A recent announcement about the DfE Consultation on Behaviour indicated that Secretary of State for Education, Gavin Williamson, was minded to require schools to ban mobile phones. This is a view he has expressed on several occasions in recent months.
Regular readers of this blog will recall that, a few years ago, I wrote a couple of posts on this subject. At the time I was a Deputy Head with responsibility for behaviour at a large secondary school. We decided to ban the use of mobile phones during the school day, and I wrote about our reasons, including academic research findings, our early progress, and the positive impact of the ban for students’ attention, behaviour and wellbeing.
You might then think that I would be in favour of this move by Mr Williamson. I am not, for two reasons.
Firstly, I believe that this should be a decision for individual schools. Back in 2016, we took the decision for specific reasons and had clear, measurable objectives related to our own improvement plan. Just because a strategy is right for one school does not mean it must be a priority for all.

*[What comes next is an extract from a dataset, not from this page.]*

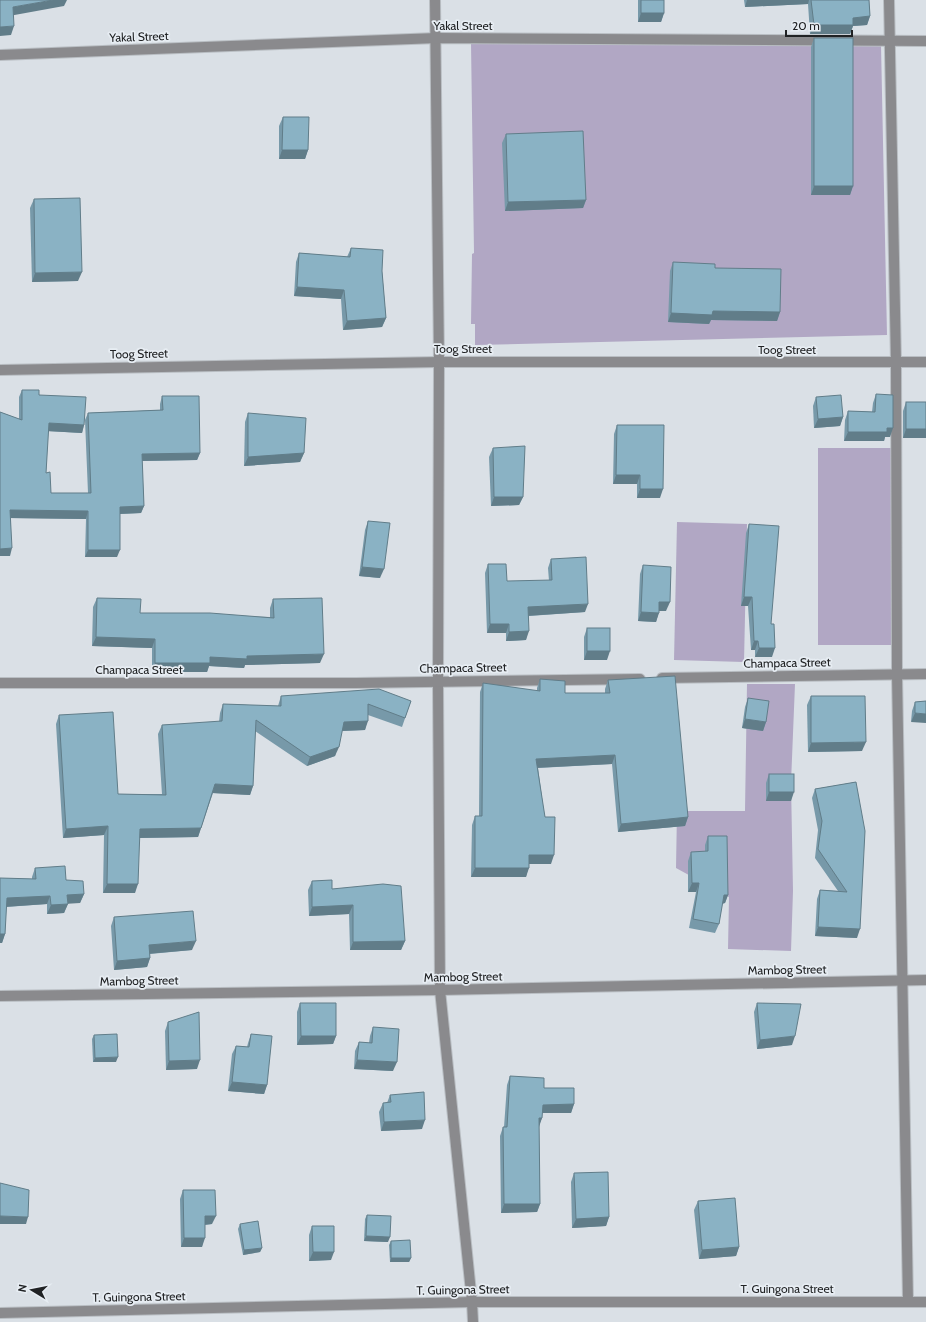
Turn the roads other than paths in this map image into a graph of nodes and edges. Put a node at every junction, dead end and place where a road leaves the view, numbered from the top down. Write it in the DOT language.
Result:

Secondly, it hardly seems be a priority at this time. Schools have had the most extraordinary 18 months, have implemented entirely new ways of working, and are now contending with rising case numbers, increased staff absence, and a mix of in-class and remote teaching. This is all happening in the face of confused guidance from the DfE and a complete lack of clarity about the next academic year.
Decisions over mobile phones, and other such issues, are for schools to make, to choose if, when and how they should be implemented in their particular context. Right now, most schools have other priorities. At a time when clarity from the DfE would be welcome, perhaps Mr Williamson should consider his own.